_WHAT NEEDS TO BE DONE_.
Write out the data once more, exactly as it reads.

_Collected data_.
-=-=-
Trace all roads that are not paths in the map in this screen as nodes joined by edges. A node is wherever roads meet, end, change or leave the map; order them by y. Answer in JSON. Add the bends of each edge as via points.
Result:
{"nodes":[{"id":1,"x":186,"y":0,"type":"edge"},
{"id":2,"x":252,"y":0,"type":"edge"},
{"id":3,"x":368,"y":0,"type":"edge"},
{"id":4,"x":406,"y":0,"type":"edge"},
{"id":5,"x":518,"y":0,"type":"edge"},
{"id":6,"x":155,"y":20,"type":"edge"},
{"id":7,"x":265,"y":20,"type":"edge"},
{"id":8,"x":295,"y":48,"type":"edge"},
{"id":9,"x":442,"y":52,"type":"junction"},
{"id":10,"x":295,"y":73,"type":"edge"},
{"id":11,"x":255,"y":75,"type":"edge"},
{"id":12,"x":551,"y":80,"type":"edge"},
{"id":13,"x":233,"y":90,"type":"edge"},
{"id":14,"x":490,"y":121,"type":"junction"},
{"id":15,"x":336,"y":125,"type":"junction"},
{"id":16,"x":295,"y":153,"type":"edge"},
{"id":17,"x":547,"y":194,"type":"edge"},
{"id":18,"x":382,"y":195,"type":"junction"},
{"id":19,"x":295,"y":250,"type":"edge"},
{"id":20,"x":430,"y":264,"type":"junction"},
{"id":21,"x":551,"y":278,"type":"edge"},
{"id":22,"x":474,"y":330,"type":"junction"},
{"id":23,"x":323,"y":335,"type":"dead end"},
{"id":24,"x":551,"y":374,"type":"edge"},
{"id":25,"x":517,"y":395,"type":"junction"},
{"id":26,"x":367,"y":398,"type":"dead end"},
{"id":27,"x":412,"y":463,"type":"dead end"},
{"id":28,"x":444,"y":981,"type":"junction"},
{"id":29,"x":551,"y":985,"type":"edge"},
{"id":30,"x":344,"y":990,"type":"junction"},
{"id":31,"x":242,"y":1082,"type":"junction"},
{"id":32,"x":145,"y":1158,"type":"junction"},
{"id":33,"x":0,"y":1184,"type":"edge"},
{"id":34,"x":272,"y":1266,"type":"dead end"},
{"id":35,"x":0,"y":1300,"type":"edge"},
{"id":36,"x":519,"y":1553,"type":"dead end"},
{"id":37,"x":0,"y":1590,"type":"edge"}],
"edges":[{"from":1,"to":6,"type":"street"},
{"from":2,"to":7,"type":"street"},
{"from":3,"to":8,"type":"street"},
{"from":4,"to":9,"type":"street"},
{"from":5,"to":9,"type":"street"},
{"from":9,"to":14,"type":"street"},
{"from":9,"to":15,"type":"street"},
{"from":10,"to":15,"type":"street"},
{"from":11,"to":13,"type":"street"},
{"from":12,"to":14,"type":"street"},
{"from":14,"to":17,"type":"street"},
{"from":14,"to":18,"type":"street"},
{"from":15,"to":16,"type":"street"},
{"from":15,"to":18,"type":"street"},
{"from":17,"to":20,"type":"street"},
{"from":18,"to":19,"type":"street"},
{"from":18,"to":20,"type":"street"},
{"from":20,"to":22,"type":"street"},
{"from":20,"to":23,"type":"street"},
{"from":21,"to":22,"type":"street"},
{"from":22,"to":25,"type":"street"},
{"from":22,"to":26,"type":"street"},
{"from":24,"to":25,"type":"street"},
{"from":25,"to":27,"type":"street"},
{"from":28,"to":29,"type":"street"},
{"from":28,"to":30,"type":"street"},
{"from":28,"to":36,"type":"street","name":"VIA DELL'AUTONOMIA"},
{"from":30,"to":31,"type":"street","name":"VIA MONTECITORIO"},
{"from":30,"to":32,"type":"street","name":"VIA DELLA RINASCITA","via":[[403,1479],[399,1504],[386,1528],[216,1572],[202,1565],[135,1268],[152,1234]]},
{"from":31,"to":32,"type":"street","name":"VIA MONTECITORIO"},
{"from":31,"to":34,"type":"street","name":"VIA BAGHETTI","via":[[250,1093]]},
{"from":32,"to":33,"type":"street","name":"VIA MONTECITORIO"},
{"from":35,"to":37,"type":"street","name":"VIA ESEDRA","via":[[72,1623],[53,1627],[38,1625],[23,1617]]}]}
-=-=-
_RESULT OF THE EXERCISE_.
Trace all roads that are not paths in the map in this screen as nodes joined by edges. A node is wherever roads meet, end, change or leave the map; order them by y. Answer in JSON. Add the bends of each edge as via points.
Result:
{"nodes":[{"id":1,"x":186,"y":0,"type":"edge"},
{"id":2,"x":252,"y":0,"type":"edge"},
{"id":3,"x":368,"y":0,"type":"edge"},
{"id":4,"x":406,"y":0,"type":"edge"},
{"id":5,"x":518,"y":0,"type":"edge"},
{"id":6,"x":155,"y":20,"type":"edge"},
{"id":7,"x":265,"y":20,"type":"edge"},
{"id":8,"x":295,"y":48,"type":"edge"},
{"id":9,"x":442,"y":52,"type":"junction"},
{"id":10,"x":295,"y":73,"type":"edge"},
{"id":11,"x":255,"y":75,"type":"edge"},
{"id":12,"x":551,"y":80,"type":"edge"},
{"id":13,"x":233,"y":90,"type":"edge"},
{"id":14,"x":490,"y":121,"type":"junction"},
{"id":15,"x":336,"y":125,"type":"junction"},
{"id":16,"x":295,"y":153,"type":"edge"},
{"id":17,"x":547,"y":194,"type":"edge"},
{"id":18,"x":382,"y":195,"type":"junction"},
{"id":19,"x":295,"y":250,"type":"edge"},
{"id":20,"x":430,"y":264,"type":"junction"},
{"id":21,"x":551,"y":278,"type":"edge"},
{"id":22,"x":474,"y":330,"type":"junction"},
{"id":23,"x":323,"y":335,"type":"dead end"},
{"id":24,"x":551,"y":374,"type":"edge"},
{"id":25,"x":517,"y":395,"type":"junction"},
{"id":26,"x":367,"y":398,"type":"dead end"},
{"id":27,"x":412,"y":463,"type":"dead end"},
{"id":28,"x":444,"y":981,"type":"junction"},
{"id":29,"x":551,"y":985,"type":"edge"},
{"id":30,"x":344,"y":990,"type":"junction"},
{"id":31,"x":242,"y":1082,"type":"junction"},
{"id":32,"x":145,"y":1158,"type":"junction"},
{"id":33,"x":0,"y":1184,"type":"edge"},
{"id":34,"x":272,"y":1266,"type":"dead end"},
{"id":35,"x":0,"y":1300,"type":"edge"},
{"id":36,"x":519,"y":1553,"type":"dead end"},
{"id":37,"x":0,"y":1590,"type":"edge"}],
"edges":[{"from":1,"to":6,"type":"street"},
{"from":2,"to":7,"type":"street"},
{"from":3,"to":8,"type":"street"},
{"from":4,"to":9,"type":"street"},
{"from":5,"to":9,"type":"street"},
{"from":9,"to":14,"type":"street"},
{"from":9,"to":15,"type":"street"},
{"from":10,"to":15,"type":"street"},
{"from":11,"to":13,"type":"street"},
{"from":12,"to":14,"type":"street"},
{"from":14,"to":17,"type":"street"},
{"from":14,"to":18,"type":"street"},
{"from":15,"to":16,"type":"street"},
{"from":15,"to":18,"type":"street"},
{"from":17,"to":20,"type":"street"},
{"from":18,"to":19,"type":"street"},
{"from":18,"to":20,"type":"street"},
{"from":20,"to":22,"type":"street"},
{"from":20,"to":23,"type":"street"},
{"from":21,"to":22,"type":"street"},
{"from":22,"to":25,"type":"street"},
{"from":22,"to":26,"type":"street"},
{"from":24,"to":25,"type":"street"},
{"from":25,"to":27,"type":"street"},
{"from":28,"to":29,"type":"street"},
{"from":28,"to":30,"type":"street"},
{"from":28,"to":36,"type":"street","name":"VIA DELL'AUTONOMIA"},
{"from":30,"to":31,"type":"street","name":"VIA MONTECITORIO"},
{"from":30,"to":32,"type":"street","name":"VIA DELLA RINASCITA","via":[[403,1479],[399,1504],[386,1528],[216,1572],[202,1565],[135,1268],[152,1234]]},
{"from":31,"to":32,"type":"street","name":"VIA MONTECITORIO"},
{"from":31,"to":34,"type":"street","name":"VIA BAGHETTI","via":[[250,1093]]},
{"from":32,"to":33,"type":"street","name":"VIA MONTECITORIO"},
{"from":35,"to":37,"type":"street","name":"VIA ESEDRA","via":[[72,1623],[53,1627],[38,1625],[23,1617]]}]}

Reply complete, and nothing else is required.